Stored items
──────────
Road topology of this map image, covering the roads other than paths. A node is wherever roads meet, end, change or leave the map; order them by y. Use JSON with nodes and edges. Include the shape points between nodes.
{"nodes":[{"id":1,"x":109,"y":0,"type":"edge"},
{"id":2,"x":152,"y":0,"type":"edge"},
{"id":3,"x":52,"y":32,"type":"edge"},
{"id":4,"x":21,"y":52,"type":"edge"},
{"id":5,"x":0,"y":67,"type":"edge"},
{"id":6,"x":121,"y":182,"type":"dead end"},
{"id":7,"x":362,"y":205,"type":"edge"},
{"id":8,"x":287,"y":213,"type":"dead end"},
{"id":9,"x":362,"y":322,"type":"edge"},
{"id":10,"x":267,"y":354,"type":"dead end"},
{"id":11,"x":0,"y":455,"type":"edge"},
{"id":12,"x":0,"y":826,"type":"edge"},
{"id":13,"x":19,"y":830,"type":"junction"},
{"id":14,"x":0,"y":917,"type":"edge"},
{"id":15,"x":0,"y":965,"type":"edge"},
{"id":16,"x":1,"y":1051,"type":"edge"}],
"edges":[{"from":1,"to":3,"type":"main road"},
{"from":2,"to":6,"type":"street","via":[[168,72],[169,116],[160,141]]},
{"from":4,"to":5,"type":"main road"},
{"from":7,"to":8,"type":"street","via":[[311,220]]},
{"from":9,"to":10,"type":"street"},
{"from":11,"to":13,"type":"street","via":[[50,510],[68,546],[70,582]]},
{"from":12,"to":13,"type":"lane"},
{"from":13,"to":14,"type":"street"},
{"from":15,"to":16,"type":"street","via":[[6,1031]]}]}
──────────
• _WHAT THE TASK ASKS_
Among the lines of the data above, find those with the word "from" and show them.

• _RESPONSE_
"edges":[{"from":1,"to":3,"type":"main road"},
{"from":2,"to":6,"type":"street","via":[[168,72],[169,116],[160,141]]},
{"from":4,"to":5,"type":"main road"},
{"from":7,"to":8,"type":"street","via":[[311,220]]},
{"from":9,"to":10,"type":"street"},
{"from":11,"to":13,"type":"street","via":[[50,510],[68,546],[70,582]]},
{"from":12,"to":13,"type":"lane"},
{"from":13,"to":14,"type":"street"},
{"from":15,"to":16,"type":"street","via":[[6,1031]]}]}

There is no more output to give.